Now…how does it look through the glass compared to the Strike Eagle.
Less distortion at 1x. And much clearer at 6x.
Here is the Strike Eagle at 6x again:
I also like the ACSS reticle a lot more. It has a single arrow for precise work but also the bigger bold circle for hosing targets. The BDC also worked well for several hundred yard shots.
I haven’t shot the PA as much as the Strike Eagle but so far so good.

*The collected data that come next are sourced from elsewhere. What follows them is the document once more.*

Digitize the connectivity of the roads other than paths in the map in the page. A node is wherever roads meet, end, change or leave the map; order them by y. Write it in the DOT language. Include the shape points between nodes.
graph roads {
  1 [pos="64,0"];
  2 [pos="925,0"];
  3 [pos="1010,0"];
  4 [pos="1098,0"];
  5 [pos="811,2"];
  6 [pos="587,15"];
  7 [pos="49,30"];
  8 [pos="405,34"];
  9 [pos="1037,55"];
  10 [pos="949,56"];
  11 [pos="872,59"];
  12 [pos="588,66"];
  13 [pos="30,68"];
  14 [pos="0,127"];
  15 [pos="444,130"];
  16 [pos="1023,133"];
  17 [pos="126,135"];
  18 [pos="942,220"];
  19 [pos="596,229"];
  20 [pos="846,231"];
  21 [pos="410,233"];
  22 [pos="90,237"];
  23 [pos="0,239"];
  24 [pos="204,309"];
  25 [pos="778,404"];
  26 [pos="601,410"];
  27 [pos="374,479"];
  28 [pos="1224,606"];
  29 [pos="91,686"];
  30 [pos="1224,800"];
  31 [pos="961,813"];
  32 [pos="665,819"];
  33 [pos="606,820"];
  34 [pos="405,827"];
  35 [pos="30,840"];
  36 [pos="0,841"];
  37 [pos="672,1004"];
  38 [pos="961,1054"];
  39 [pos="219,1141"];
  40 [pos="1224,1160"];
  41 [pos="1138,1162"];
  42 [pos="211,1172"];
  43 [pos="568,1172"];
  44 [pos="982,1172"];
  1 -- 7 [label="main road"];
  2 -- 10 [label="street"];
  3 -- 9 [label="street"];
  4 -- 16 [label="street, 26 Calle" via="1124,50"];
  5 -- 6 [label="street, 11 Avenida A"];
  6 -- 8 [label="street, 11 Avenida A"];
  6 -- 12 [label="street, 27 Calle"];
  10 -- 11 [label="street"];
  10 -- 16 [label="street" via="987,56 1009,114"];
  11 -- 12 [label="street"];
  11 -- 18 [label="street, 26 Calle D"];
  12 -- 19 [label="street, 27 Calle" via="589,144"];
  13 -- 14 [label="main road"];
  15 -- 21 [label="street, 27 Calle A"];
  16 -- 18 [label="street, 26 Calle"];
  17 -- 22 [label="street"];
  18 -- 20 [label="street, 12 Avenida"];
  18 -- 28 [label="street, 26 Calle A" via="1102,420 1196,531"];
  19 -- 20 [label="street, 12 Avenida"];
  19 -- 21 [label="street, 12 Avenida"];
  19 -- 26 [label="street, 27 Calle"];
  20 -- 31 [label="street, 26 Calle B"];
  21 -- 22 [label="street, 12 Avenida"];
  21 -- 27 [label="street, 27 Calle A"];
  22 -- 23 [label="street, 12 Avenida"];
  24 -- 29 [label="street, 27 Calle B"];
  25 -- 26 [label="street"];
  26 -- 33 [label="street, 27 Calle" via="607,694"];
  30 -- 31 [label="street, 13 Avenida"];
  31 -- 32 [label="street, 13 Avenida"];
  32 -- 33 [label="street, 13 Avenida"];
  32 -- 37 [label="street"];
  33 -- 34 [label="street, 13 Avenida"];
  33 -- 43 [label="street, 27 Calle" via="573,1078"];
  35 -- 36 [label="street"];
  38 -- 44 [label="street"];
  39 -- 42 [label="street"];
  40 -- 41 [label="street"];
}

Zero has held for several range trips (2000 round count now) but I’ll report back if anything changes.
Magnification ring is also easy to manipulate but illumination shown at the beginning of the video is only useful for dusk/dawn.
For under $300 to get decent glass and a free mount (although heavy)…you can’t ask for anything better than that. Plus PA offers a lifetime warranty. I had a damaged red dot and they took care of it quickly & easily (Best Budget Red Dots).
Note that PA’s stock goes in and out since the 1-6x sells like hotcakes. I also dig the simple reticle of the 1-6x KISS model.
*Update* Now we have a full review AND a YouTube video…
What do you think of the PA 1-6x with ACSS?
3. Vortex Viper PST II 1-6x
If you want to spend a little more to get a much better glass and a day-time bright red-dot. I would heavily recommend the Vortex Viper PST II. I saw it at SHOT Show 2017 and had to buy it as soon as it was available.
It’s my current competition rifle optic.
Forgiving eyebox (how specific your eye placement needs to be) and little distortion at 1x and 6x. When you’re actually on the rifle it’s like having a thin black circle and a floating reticle.
Hard to replicate that through a cell phone camera!
And here it is at 6x.
I also really like the reticle because of the red dot. I’ll try to get a better picture of it later since it was a super sunny day. It even washed out the reticles in my Best Holographic Sights article when they were fine to my eyes.
Zero has held well in the Aero mount and magnification ring manipulation is fine too. I’ve been putting off on getting a scope lever since my competition stages usually require only one change.
My current recommendation for the best bang-for-the-buck higher end 1-6x scope.
There’s a lot of scopes out there…and these honorable mentions are for the higher end ones. These are the ones I’ve shot at ranges or borrowed a fellow competitor’s rifle for use on a stage.
When a slight edge in performance is worth a few hundred (or thousand) more dollars over the PST II…
The highest end Vortex has a much more forgiving eyebox and better glass while still having the daylight bright illumination. My favorite for a future upgrade.
Lightweight and awesome describes the Kahles.
Daylight bright and awesome glass you can expect from the name Swarovski. If money were no object.
Scopes have come a long way in the last few years. Quality glass for plinking and competition doesn’t have to break the bank now (but always can).
My go-to recommendation for a budget 1-6x scope is the Primary Arms.
Runner-up is the Strike Eagle 1-6x that has served me well and will still live on in a backup competition upper.
And my best bang-for-the-buck optic is Vortex’s Viper PST II.